In March 1967, Setanta Investments applied for permission for an office development on the former site of C&C Group's factory spanning from Nassau Street to Molesworth Street and from Kildare Street to South Frederick Street. Setanta Investments was a joint venture between New Ireland Assurance and Hardwicke Ltd. The company directors included Senator Eoin Ryan and developer Mont Kavanagh. Over the course of a few years, a 2.5-acre site was assembled, containing over 55 properties. Uinseann MacEoin, commented on the use of the name Setanta stating "If ever a redevelopment group hiding under the patriotic name of the young Cuchulain represented a powerful phalanx of wrap-the-green-flag-round-me-boys, it is this one."

The initial planning permission was refused, with Setanta Investments successfully appealing to the minister, Kevin Boland, who granted permission in September 1968. Owing to objections from groups like the Irish Georgian Society, some of the development included replica Georgian facades including those on the corner of Kildare Street and Molesworth Street.

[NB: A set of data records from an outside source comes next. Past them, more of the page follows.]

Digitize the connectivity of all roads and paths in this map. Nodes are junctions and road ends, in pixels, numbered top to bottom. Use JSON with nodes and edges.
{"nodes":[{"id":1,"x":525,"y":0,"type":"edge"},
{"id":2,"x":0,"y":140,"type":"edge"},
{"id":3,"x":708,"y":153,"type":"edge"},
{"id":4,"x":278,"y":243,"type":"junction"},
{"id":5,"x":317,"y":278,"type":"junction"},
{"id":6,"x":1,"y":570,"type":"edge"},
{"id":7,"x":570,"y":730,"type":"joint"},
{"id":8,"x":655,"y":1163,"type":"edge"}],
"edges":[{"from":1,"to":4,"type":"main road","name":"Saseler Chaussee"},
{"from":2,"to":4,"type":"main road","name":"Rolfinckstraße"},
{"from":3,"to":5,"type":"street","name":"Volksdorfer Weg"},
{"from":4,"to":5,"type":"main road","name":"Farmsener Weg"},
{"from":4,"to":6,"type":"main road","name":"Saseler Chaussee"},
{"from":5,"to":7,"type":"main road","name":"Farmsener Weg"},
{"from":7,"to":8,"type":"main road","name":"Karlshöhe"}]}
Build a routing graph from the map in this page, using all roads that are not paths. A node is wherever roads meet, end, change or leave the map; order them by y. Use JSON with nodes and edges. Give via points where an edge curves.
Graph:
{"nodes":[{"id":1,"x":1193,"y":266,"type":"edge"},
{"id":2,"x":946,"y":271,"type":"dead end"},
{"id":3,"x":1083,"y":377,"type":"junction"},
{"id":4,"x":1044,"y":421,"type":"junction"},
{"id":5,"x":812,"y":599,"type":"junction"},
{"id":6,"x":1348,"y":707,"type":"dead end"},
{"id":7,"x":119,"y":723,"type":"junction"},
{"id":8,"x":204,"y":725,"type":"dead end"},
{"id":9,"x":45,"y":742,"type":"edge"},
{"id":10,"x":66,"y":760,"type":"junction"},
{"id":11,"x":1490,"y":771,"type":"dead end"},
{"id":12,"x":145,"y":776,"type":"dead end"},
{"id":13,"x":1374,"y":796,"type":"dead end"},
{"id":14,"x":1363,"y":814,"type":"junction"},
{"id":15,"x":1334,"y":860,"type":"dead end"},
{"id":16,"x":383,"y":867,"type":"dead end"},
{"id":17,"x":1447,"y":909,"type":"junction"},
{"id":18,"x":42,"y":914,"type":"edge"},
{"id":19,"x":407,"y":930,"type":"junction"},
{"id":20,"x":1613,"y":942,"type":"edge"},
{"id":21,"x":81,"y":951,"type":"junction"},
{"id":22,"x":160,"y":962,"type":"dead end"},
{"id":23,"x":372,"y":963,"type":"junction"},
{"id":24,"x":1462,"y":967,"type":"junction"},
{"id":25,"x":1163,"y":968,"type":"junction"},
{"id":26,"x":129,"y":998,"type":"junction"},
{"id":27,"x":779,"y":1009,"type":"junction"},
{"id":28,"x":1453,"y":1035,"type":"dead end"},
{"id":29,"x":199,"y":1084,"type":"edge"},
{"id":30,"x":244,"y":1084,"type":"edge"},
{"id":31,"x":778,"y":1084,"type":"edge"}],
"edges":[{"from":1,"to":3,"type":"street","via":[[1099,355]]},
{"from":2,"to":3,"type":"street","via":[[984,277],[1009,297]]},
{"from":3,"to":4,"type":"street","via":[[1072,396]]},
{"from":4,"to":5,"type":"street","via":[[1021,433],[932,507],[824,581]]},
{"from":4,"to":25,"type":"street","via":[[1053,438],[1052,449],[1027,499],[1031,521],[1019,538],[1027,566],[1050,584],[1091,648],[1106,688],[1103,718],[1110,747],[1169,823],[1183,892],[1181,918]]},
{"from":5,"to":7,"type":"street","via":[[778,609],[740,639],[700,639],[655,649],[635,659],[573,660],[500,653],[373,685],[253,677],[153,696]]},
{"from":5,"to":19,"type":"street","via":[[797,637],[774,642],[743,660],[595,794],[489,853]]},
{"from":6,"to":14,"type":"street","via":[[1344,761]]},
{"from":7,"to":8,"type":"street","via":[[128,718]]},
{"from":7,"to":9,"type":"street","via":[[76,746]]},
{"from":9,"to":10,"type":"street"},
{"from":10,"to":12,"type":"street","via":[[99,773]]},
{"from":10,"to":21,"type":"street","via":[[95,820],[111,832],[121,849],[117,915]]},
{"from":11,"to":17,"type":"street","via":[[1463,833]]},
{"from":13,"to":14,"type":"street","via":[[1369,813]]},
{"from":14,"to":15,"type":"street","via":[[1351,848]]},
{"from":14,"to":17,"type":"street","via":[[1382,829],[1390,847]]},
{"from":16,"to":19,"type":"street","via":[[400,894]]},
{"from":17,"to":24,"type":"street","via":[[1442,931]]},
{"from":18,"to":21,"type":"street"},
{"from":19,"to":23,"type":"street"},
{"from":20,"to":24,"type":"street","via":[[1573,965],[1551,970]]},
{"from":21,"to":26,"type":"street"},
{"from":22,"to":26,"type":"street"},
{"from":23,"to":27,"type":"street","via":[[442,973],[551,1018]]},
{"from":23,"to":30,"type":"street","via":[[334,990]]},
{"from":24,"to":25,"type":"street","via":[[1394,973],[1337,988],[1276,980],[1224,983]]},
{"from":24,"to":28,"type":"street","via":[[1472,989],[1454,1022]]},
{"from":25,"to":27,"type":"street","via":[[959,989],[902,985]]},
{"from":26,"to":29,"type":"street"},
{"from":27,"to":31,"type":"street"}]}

The Setanta Centre was built by Hardwicke Ltd and completed by 1976. It was designed by Brian Hogan and consists of 7 floors of office space with 4 retail units at ground level, and a large public car park. A large mosaic was commissioned for the centre from Desmond Kinney, depicting the events of the story of the Táin.

==Redevelopment==
The centre was bought in 2003 by Larry Goodman for €85 million, and he subsequently attempted to sell it in 2016 for €100 million. In April 2018, Goodman announced plans for a €150 million redevelopment of the complex. The plans included a new 8-storey office block, with Dublin City Council voicing concerns about the proposed redevelopment, such as the extent of the demolition and the preservation and reinstatement of the Kinney mosaic. It has also led to legal cases being taken against Goodman as the Setanta Centre Unlimited Company by two tenants of the centre, Reads of Nassau Street and Kilkenny Shop over rights of access and the disruption the redevelopment will cause to the businesses. Any redevelopment of the site has been halted due to the COVID-19 pandemic.